(Stored dataset items)
━━━━━━━━

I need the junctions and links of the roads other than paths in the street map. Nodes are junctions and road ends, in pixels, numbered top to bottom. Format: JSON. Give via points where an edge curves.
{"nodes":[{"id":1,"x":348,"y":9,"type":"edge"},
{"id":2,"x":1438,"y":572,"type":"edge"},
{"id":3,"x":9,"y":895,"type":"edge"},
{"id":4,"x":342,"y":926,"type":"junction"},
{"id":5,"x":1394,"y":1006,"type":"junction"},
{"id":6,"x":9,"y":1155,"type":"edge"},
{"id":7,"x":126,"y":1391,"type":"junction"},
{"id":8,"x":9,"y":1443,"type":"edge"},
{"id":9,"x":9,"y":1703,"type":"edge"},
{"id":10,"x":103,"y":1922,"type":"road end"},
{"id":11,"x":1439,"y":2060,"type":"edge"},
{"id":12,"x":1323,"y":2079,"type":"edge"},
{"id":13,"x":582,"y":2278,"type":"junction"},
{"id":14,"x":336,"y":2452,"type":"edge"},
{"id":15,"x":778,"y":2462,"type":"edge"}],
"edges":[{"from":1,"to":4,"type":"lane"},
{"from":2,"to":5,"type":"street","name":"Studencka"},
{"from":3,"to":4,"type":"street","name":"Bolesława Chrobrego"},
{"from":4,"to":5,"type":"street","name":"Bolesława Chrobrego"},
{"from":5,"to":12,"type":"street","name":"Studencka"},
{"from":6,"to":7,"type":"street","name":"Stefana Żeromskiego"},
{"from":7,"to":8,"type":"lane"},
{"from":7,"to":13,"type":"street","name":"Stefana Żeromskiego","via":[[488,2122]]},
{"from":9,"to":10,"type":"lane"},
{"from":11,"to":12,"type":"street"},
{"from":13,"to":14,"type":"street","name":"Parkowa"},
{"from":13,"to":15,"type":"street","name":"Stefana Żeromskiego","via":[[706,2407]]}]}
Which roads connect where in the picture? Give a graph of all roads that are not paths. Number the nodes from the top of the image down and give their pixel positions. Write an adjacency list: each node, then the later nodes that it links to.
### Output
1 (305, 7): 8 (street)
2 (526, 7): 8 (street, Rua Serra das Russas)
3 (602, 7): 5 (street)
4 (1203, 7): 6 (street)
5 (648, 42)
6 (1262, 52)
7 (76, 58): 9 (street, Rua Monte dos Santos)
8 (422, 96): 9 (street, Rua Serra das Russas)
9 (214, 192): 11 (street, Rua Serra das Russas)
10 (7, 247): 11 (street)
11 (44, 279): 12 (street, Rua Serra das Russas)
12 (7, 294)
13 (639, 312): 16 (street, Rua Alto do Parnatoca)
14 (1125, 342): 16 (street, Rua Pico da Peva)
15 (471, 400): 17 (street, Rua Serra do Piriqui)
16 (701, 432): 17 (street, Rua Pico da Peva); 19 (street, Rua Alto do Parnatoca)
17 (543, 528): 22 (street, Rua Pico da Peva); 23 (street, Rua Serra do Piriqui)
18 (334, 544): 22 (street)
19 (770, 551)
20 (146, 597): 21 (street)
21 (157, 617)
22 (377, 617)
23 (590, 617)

━━━━━━━━

With no line omitted, copy all the data exactly.

TASK RESPONSE
I need the junctions and links of the roads other than paths in the street map. Nodes are junctions and road ends, in pixels, numbered top to bottom. Format: JSON. Give via points where an edge curves.
{"nodes":[{"id":1,"x":348,"y":9,"type":"edge"},
{"id":2,"x":1438,"y":572,"type":"edge"},
{"id":3,"x":9,"y":895,"type":"edge"},
{"id":4,"x":342,"y":926,"type":"junction"},
{"id":5,"x":1394,"y":1006,"type":"junction"},
{"id":6,"x":9,"y":1155,"type":"edge"},
{"id":7,"x":126,"y":1391,"type":"junction"},
{"id":8,"x":9,"y":1443,"type":"edge"},
{"id":9,"x":9,"y":1703,"type":"edge"},
{"id":10,"x":103,"y":1922,"type":"road end"},
{"id":11,"x":1439,"y":2060,"type":"edge"},
{"id":12,"x":1323,"y":2079,"type":"edge"},
{"id":13,"x":582,"y":2278,"type":"junction"},
{"id":14,"x":336,"y":2452,"type":"edge"},
{"id":15,"x":778,"y":2462,"type":"edge"}],
"edges":[{"from":1,"to":4,"type":"lane"},
{"from":2,"to":5,"type":"street","name":"Studencka"},
{"from":3,"to":4,"type":"street","name":"Bolesława Chrobrego"},
{"from":4,"to":5,"type":"street","name":"Bolesława Chrobrego"},
{"from":5,"to":12,"type":"street","name":"Studencka"},
{"from":6,"to":7,"type":"street","name":"Stefana Żeromskiego"},
{"from":7,"to":8,"type":"lane"},
{"from":7,"to":13,"type":"street","name":"Stefana Żeromskiego","via":[[488,2122]]},
{"from":9,"to":10,"type":"lane"},
{"from":11,"to":12,"type":"street"},
{"from":13,"to":14,"type":"street","name":"Parkowa"},
{"from":13,"to":15,"type":"street","name":"Stefana Żeromskiego","via":[[706,2407]]}]}
Which roads connect where in the picture? Give a graph of all roads that are not paths. Number the nodes from the top of the image down and give their pixel positions. Write an adjacency list: each node, then the later nodes that it links to.
### Output
1 (305, 7): 8 (street)
2 (526, 7): 8 (street, Rua Serra das Russas)
3 (602, 7): 5 (street)
4 (1203, 7): 6 (street)
5 (648, 42)
6 (1262, 52)
7 (76, 58): 9 (street, Rua Monte dos Santos)
8 (422, 96): 9 (street, Rua Serra das Russas)
9 (214, 192): 11 (street, Rua Serra das Russas)
10 (7, 247): 11 (street)
11 (44, 279): 12 (street, Rua Serra das Russas)
12 (7, 294)
13 (639, 312): 16 (street, Rua Alto do Parnatoca)
14 (1125, 342): 16 (street, Rua Pico da Peva)
15 (471, 400): 17 (street, Rua Serra do Piriqui)
16 (701, 432): 17 (street, Rua Pico da Peva); 19 (street, Rua Alto do Parnatoca)
17 (543, 528): 22 (street, Rua Pico da Peva); 23 (street, Rua Serra do Piriqui)
18 (334, 544): 22 (street)
19 (770, 551)
20 (146, 597): 21 (street)
21 (157, 617)
22 (377, 617)
23 (590, 617)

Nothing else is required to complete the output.